A few lines of "Every Girl" are recycled from an unreleased song by Lil Wayne and Mack Maine titled "Throw It Back", which was produced by Kane Beatz. AutoTune can be heard.

== Background ==
In 2025, Lil Wayne's daughter Reginae Carter claimed that her father's involvement on "Every Girl" was the reason that the Disney Channel did not want to go through with a project of hers. This was because of Mack Maine's lyric "In about three years, holler at me Miley Cyrus", written when Cyrus was only 16 years old.

==Music video==
The video for "Every Girl" was released on April 6, 2009, and features the Young Money artists and animation from humorous pop-up words and sentences and distortion of a silver Rolls-Royce Phantom in the video.

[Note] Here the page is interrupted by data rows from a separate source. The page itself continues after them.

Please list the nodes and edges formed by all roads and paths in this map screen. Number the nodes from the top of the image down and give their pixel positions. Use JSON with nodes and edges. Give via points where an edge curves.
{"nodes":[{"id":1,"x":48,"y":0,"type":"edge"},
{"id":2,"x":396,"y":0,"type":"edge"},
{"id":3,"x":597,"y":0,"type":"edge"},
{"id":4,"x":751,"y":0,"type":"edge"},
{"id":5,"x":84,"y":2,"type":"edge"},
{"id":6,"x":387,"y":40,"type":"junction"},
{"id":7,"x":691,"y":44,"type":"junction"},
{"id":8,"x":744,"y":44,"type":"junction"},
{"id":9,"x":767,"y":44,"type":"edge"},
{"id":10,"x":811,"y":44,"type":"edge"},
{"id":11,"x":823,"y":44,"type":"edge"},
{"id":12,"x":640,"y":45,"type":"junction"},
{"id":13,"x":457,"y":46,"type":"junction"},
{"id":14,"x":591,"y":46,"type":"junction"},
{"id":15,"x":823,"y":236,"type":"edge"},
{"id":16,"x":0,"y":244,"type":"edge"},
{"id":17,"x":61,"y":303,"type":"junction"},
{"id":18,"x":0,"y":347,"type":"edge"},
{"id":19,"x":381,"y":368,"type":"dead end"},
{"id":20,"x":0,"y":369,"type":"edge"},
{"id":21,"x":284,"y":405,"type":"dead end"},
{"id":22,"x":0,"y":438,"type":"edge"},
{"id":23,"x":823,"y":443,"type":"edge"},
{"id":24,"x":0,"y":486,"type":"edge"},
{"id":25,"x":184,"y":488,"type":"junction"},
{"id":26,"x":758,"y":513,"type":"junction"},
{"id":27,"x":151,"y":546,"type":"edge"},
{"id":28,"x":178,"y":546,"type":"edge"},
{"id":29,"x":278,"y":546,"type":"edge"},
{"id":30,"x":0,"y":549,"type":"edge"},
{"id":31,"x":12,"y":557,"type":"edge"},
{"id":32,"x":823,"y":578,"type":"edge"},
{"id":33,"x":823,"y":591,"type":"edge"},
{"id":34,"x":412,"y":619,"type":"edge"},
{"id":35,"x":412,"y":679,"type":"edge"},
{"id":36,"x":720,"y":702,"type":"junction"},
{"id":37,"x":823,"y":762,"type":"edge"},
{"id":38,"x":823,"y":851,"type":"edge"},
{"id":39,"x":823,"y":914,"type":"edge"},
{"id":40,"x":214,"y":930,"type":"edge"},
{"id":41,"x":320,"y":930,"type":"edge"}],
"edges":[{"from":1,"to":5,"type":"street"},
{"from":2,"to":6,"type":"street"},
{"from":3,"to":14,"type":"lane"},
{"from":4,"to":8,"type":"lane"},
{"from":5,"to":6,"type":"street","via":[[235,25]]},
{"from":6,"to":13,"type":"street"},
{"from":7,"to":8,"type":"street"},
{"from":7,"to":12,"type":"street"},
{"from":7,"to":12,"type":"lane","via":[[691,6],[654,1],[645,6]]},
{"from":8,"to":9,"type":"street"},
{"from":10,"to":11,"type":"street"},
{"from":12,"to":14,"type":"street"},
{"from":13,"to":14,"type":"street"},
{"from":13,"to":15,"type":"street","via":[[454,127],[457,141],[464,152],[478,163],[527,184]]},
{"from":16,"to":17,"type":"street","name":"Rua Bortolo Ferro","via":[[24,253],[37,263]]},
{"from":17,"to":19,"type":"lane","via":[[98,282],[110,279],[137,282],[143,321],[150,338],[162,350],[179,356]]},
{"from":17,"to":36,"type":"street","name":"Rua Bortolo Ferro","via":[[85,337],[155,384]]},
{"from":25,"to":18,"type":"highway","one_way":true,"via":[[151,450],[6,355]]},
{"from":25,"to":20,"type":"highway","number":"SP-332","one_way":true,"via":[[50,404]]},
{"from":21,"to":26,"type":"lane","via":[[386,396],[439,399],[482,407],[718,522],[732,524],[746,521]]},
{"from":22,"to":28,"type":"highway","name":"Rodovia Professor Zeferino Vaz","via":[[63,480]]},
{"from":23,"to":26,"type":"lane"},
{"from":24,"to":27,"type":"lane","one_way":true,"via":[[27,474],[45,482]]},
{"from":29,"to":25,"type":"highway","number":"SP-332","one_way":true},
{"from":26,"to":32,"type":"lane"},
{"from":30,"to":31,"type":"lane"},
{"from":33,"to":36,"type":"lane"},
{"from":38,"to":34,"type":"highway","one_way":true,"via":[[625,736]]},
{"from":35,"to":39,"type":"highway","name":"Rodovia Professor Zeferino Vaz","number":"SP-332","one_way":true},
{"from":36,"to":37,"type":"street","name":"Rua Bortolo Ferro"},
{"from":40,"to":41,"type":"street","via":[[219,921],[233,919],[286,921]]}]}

Former Danity Kane member D. Woods makes a cameo appearance in the video with Birdman as well as Young Money artists Lil Chuckee and Lil Twist. The song was written by Christopher Hicks, from the NDSS incorporation. The video was directed by Dwayne Carter, Jeff Panzer and Kimberly Stuckwisch.

It ranked at #12 on BET's Notarized: Top 100 Videos of 2009 countdown.

==Charts==
===Weekly charts===

| Chart (2009) | Peak position |
|---|---|
| US Billboard Hot 100 | 10 |
| US Pop Airplay (Billboard) | 40 |
| US Hot R&B/Hip-Hop Songs (Billboard) | 2 |
| US Hot Rap Songs (Billboard) | 2 |
| US Rhythmic Airplay (Billboard) | 2 |

===Year-end charts===

| Chart (2009) | Position |
|---|---|
| US Billboard Hot 100 | 67 |
| US Hot R&B/Hip-Hop Songs (Billboard) | 12 |
| US Rhythmic (Billboard) | 21 |

==Remixes==

A remix of the song was released by Nappy Boy Entertainment featuring T-Pain, Tay Dizm, Young Cash, and Travis McCoy. The video, filmed in the NB Mansion, debuted on the Nappy Boy website.

There are also remixes of this song by R. Kelly, Tyga, Sammie, Red Cafe, Trey Songz and Kirko Bangz. Rapper Shawnna also did a freestyle to the song.

R&B singer K. Michelle released a response track titled "Fakin' It", featuring Missy Elliott.